# YOUR OBJECTIVE
When you retype the data, keep every word exactly and include none of the pictures.

# INPUT
----
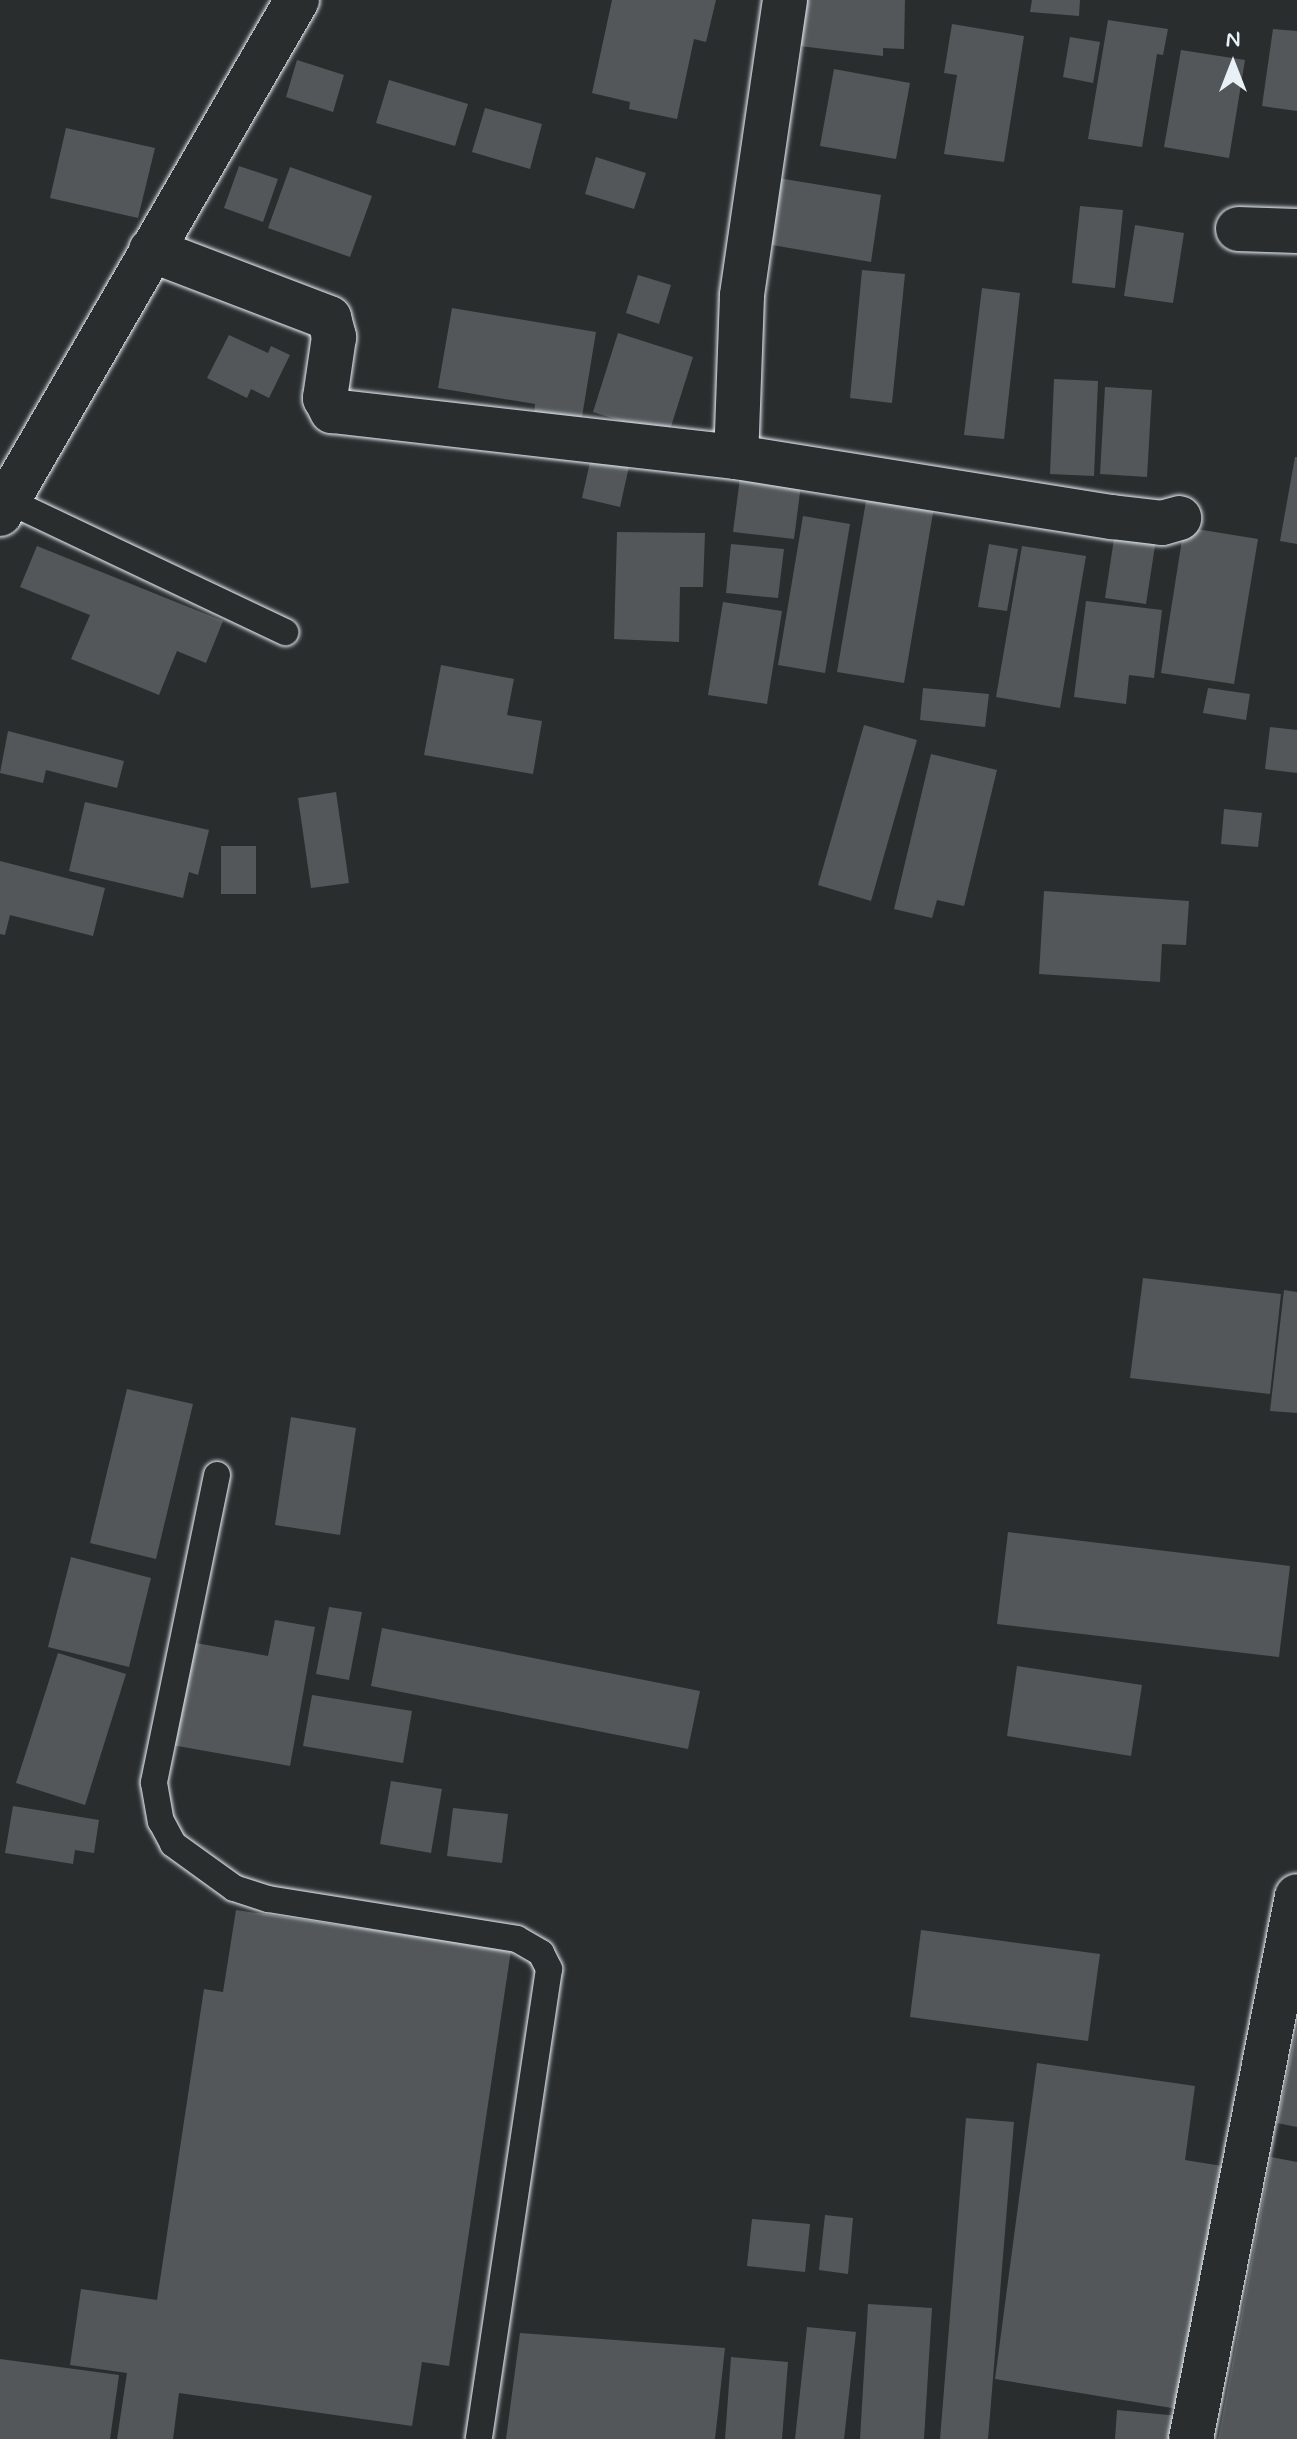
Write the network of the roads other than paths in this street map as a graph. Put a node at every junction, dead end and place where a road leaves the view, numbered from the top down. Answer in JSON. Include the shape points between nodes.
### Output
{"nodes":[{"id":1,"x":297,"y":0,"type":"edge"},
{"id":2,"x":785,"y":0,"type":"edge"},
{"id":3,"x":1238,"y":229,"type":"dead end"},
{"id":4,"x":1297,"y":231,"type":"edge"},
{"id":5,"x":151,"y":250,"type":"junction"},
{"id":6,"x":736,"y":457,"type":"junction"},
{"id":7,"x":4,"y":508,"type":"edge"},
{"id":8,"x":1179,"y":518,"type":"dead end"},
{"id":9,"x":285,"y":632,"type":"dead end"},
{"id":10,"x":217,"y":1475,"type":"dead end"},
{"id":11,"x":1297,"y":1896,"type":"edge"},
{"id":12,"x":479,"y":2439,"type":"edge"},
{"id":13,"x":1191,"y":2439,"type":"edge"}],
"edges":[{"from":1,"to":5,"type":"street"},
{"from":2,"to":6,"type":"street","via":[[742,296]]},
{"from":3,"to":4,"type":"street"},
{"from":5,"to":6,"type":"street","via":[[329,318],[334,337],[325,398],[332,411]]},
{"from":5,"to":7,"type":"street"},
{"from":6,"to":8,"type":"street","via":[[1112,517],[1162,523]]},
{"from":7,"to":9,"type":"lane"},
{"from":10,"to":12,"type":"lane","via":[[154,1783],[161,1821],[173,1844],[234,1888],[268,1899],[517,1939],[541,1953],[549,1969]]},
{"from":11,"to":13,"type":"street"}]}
----
# SOLUTION
Write the network of the roads other than paths in this street map as a graph. Put a node at every junction, dead end and place where a road leaves the view, numbered from the top down. Answer in JSON. Include the shape points between nodes.
### Output
{"nodes":[{"id":1,"x":297,"y":0,"type":"edge"},
{"id":2,"x":785,"y":0,"type":"edge"},
{"id":3,"x":1238,"y":229,"type":"dead end"},
{"id":4,"x":1297,"y":231,"type":"edge"},
{"id":5,"x":151,"y":250,"type":"junction"},
{"id":6,"x":736,"y":457,"type":"junction"},
{"id":7,"x":4,"y":508,"type":"edge"},
{"id":8,"x":1179,"y":518,"type":"dead end"},
{"id":9,"x":285,"y":632,"type":"dead end"},
{"id":10,"x":217,"y":1475,"type":"dead end"},
{"id":11,"x":1297,"y":1896,"type":"edge"},
{"id":12,"x":479,"y":2439,"type":"edge"},
{"id":13,"x":1191,"y":2439,"type":"edge"}],
"edges":[{"from":1,"to":5,"type":"street"},
{"from":2,"to":6,"type":"street","via":[[742,296]]},
{"from":3,"to":4,"type":"street"},
{"from":5,"to":6,"type":"street","via":[[329,318],[334,337],[325,398],[332,411]]},
{"from":5,"to":7,"type":"street"},
{"from":6,"to":8,"type":"street","via":[[1112,517],[1162,523]]},
{"from":7,"to":9,"type":"lane"},
{"from":10,"to":12,"type":"lane","via":[[154,1783],[161,1821],[173,1844],[234,1888],[268,1899],[517,1939],[541,1953],[549,1969]]},
{"from":11,"to":13,"type":"street"}]}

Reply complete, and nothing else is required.